Upon review of the record in this case, we cannot say that there is insufficient evidence in the record to support this determination, nor that it is against the great weight and preponderance of the evidence. It is clear in this case that the hearing officer found claimant’s testimony regarding his pre- and post-injury condition to be credible evidence. The hearing officer is the sole judge of the weight and credibility to be given the evidence. Article 8308-6.34(e); Burelsmith v. Liberty Mutual Insurance Co., 568 S.W.2d 695 (Tex. Civ. App.-Amarillo 1978, no writ). A claimant’s testimony, where accepted by the finder of fact, may serve as the basis of a finding of injury even where there is medical evidence to the contrary. Houston General Insurance Co. v. Pegues, 514 S.W.2d 492 (Tex. Civ. App.-Texarkana 1974, writ ref’d n.r.e.) In this case, claimant’s testimony raised a fact issue as to whether his neck problems were an extension of his original injury from contact with the pickup truck door, which the hearing officer was entitled to believe. Texas Workers’ Compensation Commission Appeal No. 92184, decided June 25, 1992. The hearing officer could also choose to rely on the medical evidence indicating cervical pathology, over Dr.
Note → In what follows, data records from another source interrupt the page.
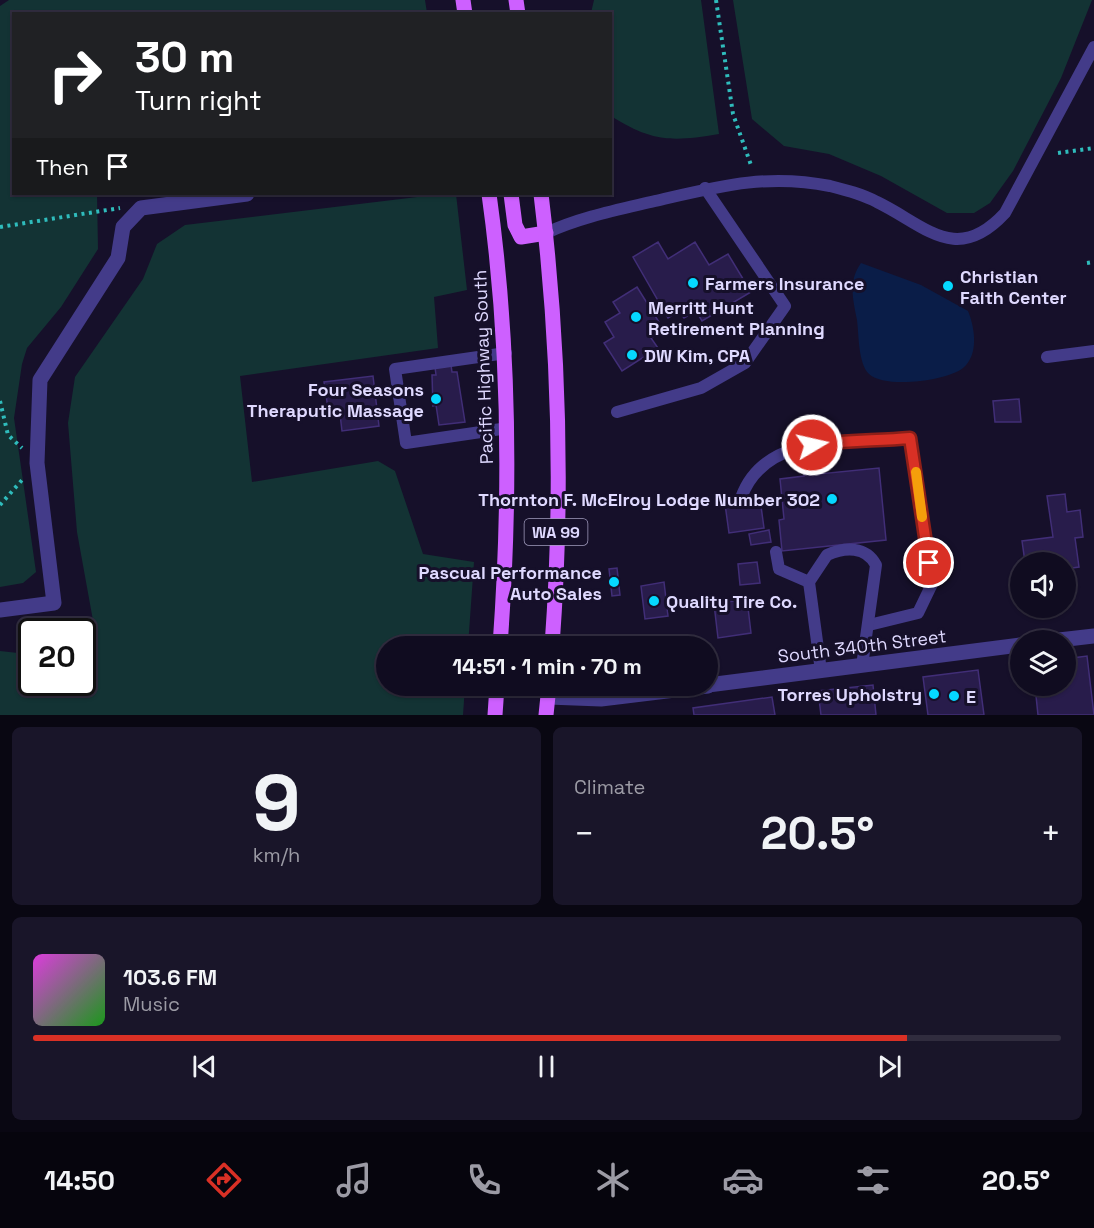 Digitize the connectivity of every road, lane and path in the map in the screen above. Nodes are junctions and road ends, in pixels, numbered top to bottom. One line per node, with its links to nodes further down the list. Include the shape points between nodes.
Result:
1 (716, 0): 5 (path, via 733,114)
2 (1094, 47): 5 (lane, via 1015,197 994,225 980,233 945,238 856,193 800,181)
3 (1094, 148): 4 (path)
4 (1058, 153)
5 (754, 181): 6 (lane)
6 (705, 188): 13 (lane, via 578,218); 20 (lane, via 785,306 745,363 701,388)
7 (239, 195): 11 (street)
8 (489, 195): 17 (main road, Pacific Highway South / WA 99)
9 (511, 195): 13 (main road, via 515,225 521,237)
10 (541, 195): 13 (main road, WA 99)
11 (141, 208): 12 (path, via 111,207); 22 (street, via 123,227 118,258 40,380)
12 (0, 227)
13 (546, 233): 30 (main road, WA 99, via 557,497)
14 (1094, 262): 15 (path)
15 (1087, 263)
16 (1094, 351): 18 (lane)
17 (506, 353): 21 (main road, Pacific Highway South / WA 99); 21 (lane, via 395,369 406,443)
18 (1047, 357)
19 (0, 401): 22 (path, via 8,435)
20 (617, 412)
21 (508, 428): 29 (main road, Pacific Highway South / WA 99)
22 (37, 463): 24 (path); 27 (street, via 54,603)
23 (741, 498): 28 (lane, via 765,461 789,451 846,440 910,438 932,584 918,613)
24 (0, 505)
25 (776, 552): 26 (lane, via 779,569)
26 (809, 582): 28 (lane, via 827,555 834,552 857,549 872,557 876,565); 35 (lane)
27 (0, 610)
28 (869, 625): 34 (lane)
29 (500, 636)
30 (552, 636)
31 (1094, 636): 32 (street)
32 (1076, 638)
33 (1010, 646): 34 (street, South 340th Street)
34 (862, 666): 35 (street, South 340th Street)
35 (821, 671): 36 (street, South 340th Street)
36 (718, 685)
37 (496, 696): 41 (main road)
38 (548, 696): 42 (main road)
39 (581, 696): 40 (street, South 340th Street)
40 (626, 696)
41 (495, 715)
42 (546, 715) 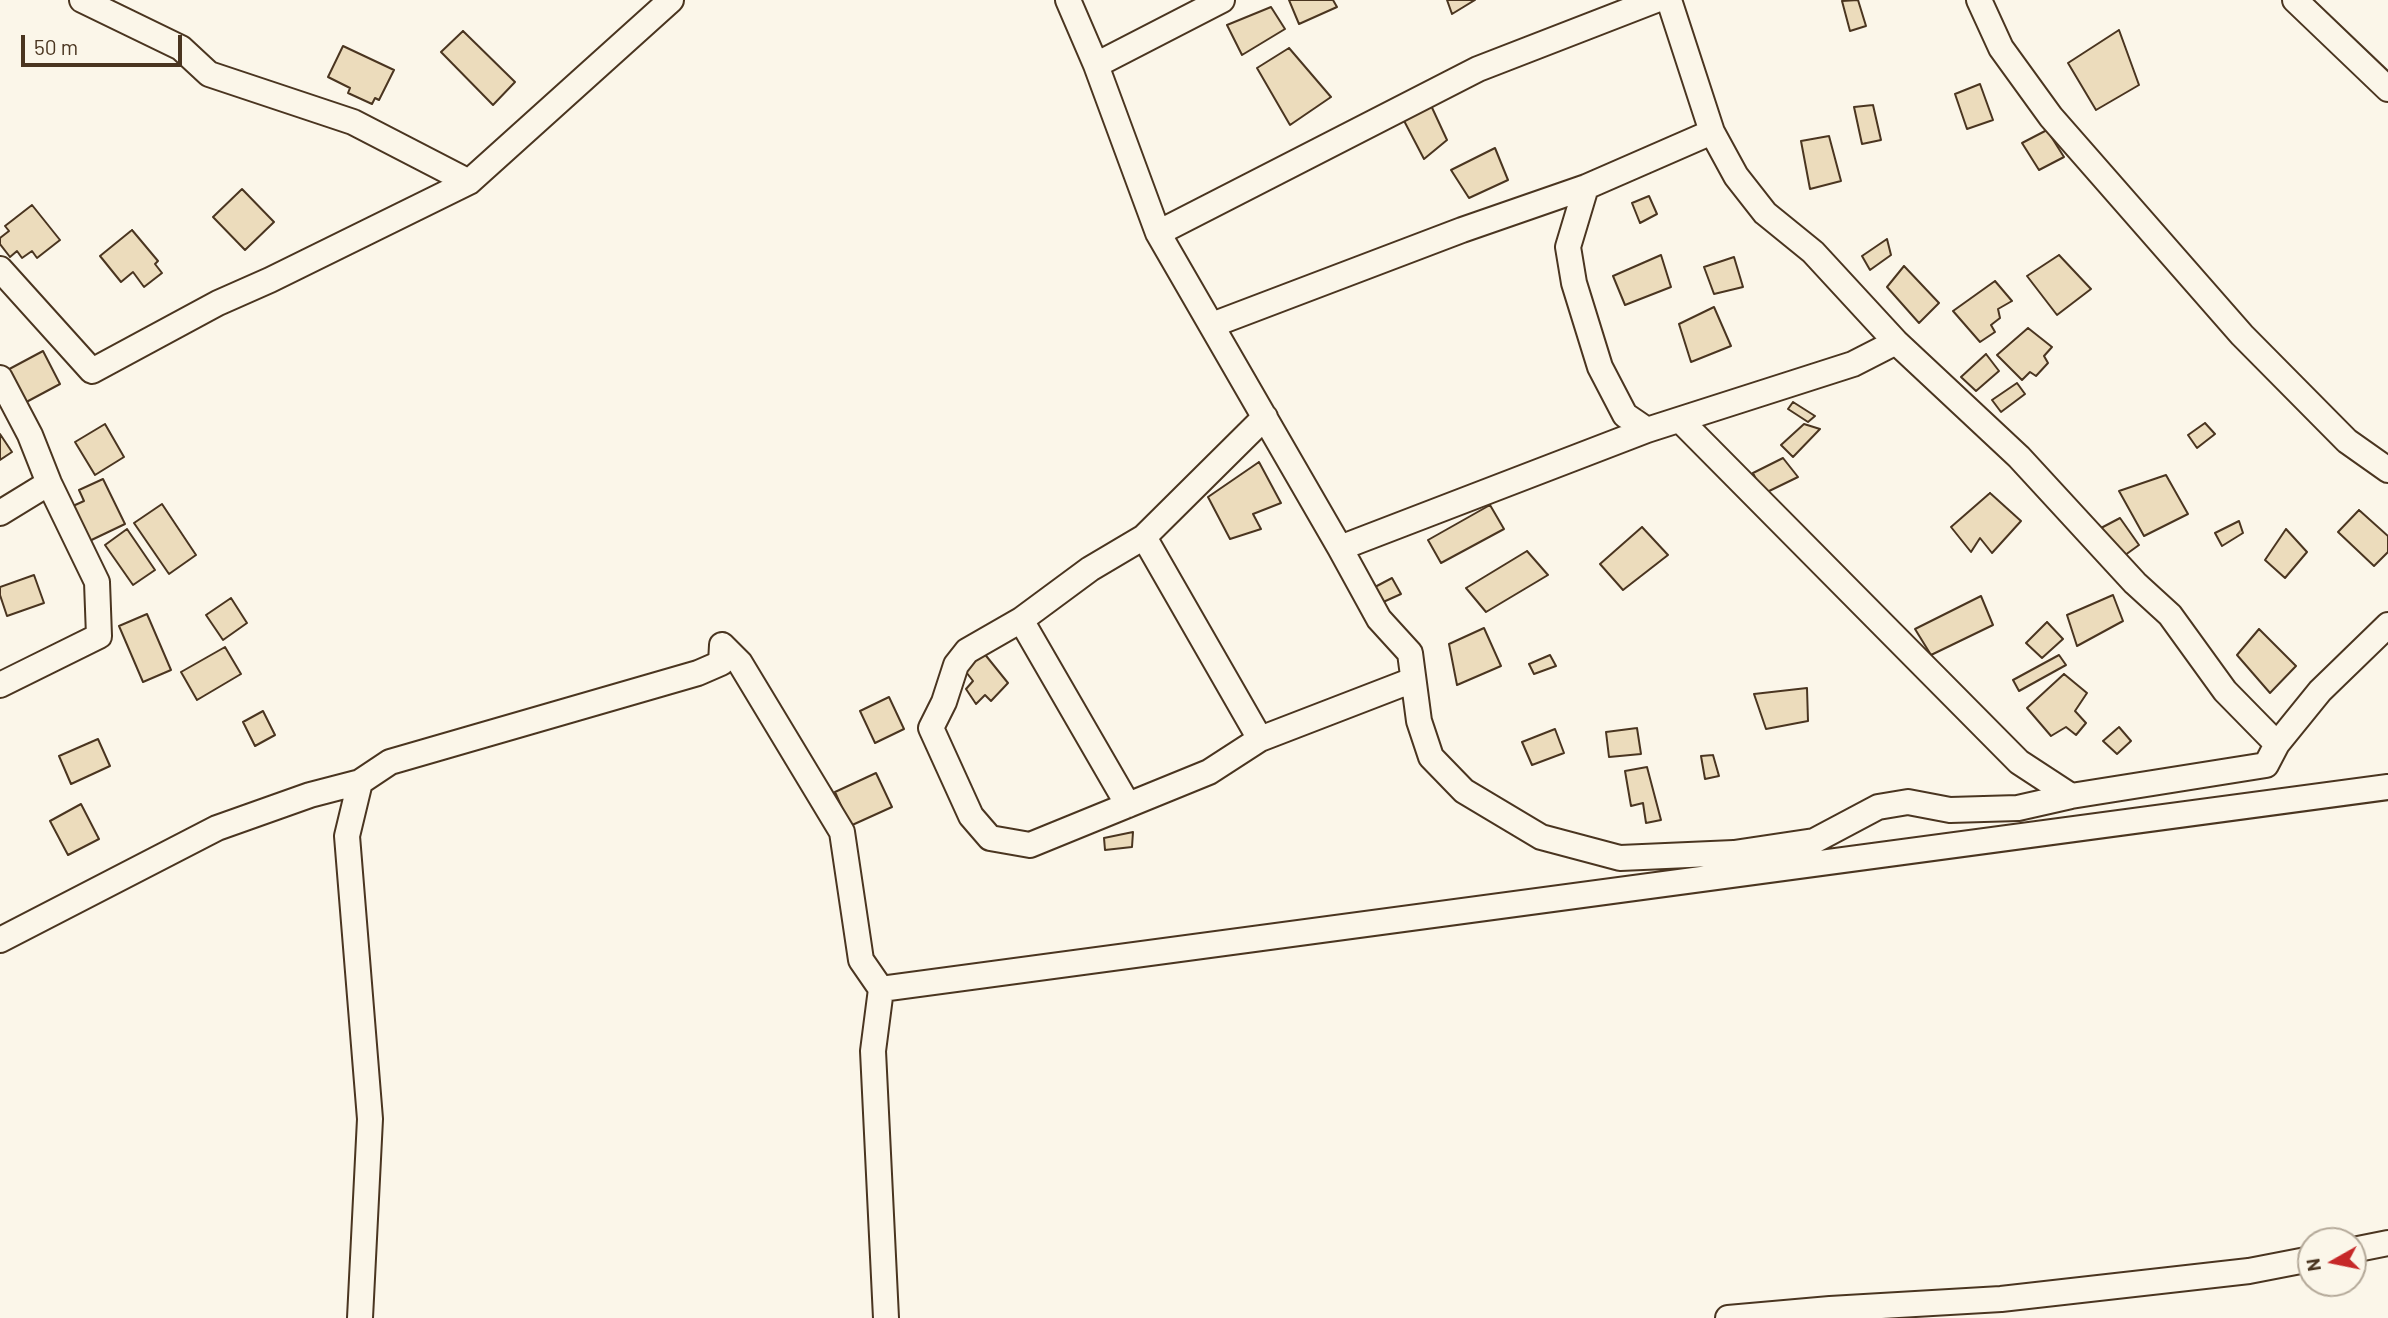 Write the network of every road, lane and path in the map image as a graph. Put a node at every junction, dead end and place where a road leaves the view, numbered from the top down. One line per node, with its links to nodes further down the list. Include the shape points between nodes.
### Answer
1 (82, 0): 12 (street, via 181,48 209,74 353,121)
2 (671, 0): 12 (street)
3 (1068, 0): 9 (street)
4 (1222, 0): 9 (street)
5 (1656, 0): 14 (street, via 1478,69)
6 (1669, 0): 11 (street)
7 (1979, 0): 23 (street, via 2001,48 2051,117 2242,335 2347,440)
8 (2295, 0): 10 (street)
9 (1096, 65): 14 (street)
10 (2388, 89)
11 (1712, 132): 13 (street); 18 (street, via 1736,176 1765,213 1813,252)
12 (470, 182): 16 (street, via 218,303 92,371)
13 (1586, 187): 17 (street); 22 (street, via 1568,247 1574,283 1600,367 1625,415)
14 (1158, 233): 17 (street)
15 (0, 269): 16 (street)
16 (11, 300)
17 (1212, 326): 20 (street)
18 (1896, 342): 21 (street, via 1853,364); 33 (street, via 2019,457 2170,615 2225,691)
19 (0, 378): 24 (street)
20 (1265, 417): 26 (street); 27 (street)
21 (1680, 420): 22 (street); 36 (street, via 2019,762)
22 (1647, 430): 27 (street)
23 (2388, 470)
24 (49, 483): 25 (street); 31 (street, via 97,582 99,636)
25 (0, 513)
26 (1144, 537): 28 (street, via 1090,569); 32 (street)
27 (1340, 548): 30 (street, via 1379,619 1410,653)
28 (1021, 620): 37 (street); 37 (street, via 967,651 956,665 931,728 971,816 990,838 1030,845)
29 (2388, 625): 33 (street, via 2320,691)
30 (1413, 680): 32 (street); 36 (street, via 1431,757 1464,791 1541,837 1620,858 1734,853 1814,841 1878,807 1908,802 1950,810 2018,808)
31 (0, 685)
32 (1259, 739): 37 (street, via 1209,772)
33 (2277, 744): 36 (street, via 2266,765)
34 (360, 782): 38 (street, via 217,828); 39 (street, via 390,762 698,673 721,663 722,645 740,663 842,832 861,960); 43 (street, via 347,836 370,1119)
35 (2388, 788): 39 (street)
36 (2071, 796)
37 (1128, 805)
38 (0, 940)
39 (881, 989): 44 (street, via 873,1051)
40 (2388, 1243): 41 (street)
41 (2367, 1247)
42 (2297, 1262): 45 (street, via 2000,1299)
43 (360, 1318)
44 (886, 1318)
45 (1728, 1318)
T’s opinion that claimant’s neck problems could not be the result of trauma. Houston General Insurance Co. v. Pegues, supra. A decision of a hearing officer should not be set aside because difference inferences and conclusions may be drawn on review even though the record contains evidence of or gives equal support to inconsistent inferences. Texas Workers’ Compensation Commission Appeal No. 91021, decided September 25, 1991, citing Garza v. Commercial Insurance Co. of Newark, N.J., 508 S.W.2d 701 (Tex. Civ. App.-Amarillo 1974, no writ).
We are satisfied that the decision of the hearing officer is not so against the great weight and preponderance of the evidence as to be clearly wrong or unjust. Atlantic Mutual Insurance Co. v. Middleman, 661 S.W.2d 182 (Tex. Civ. App.-San Antonio 1983, writ ref’d n.r.e.). We affirm the hearing officer’s decision and order.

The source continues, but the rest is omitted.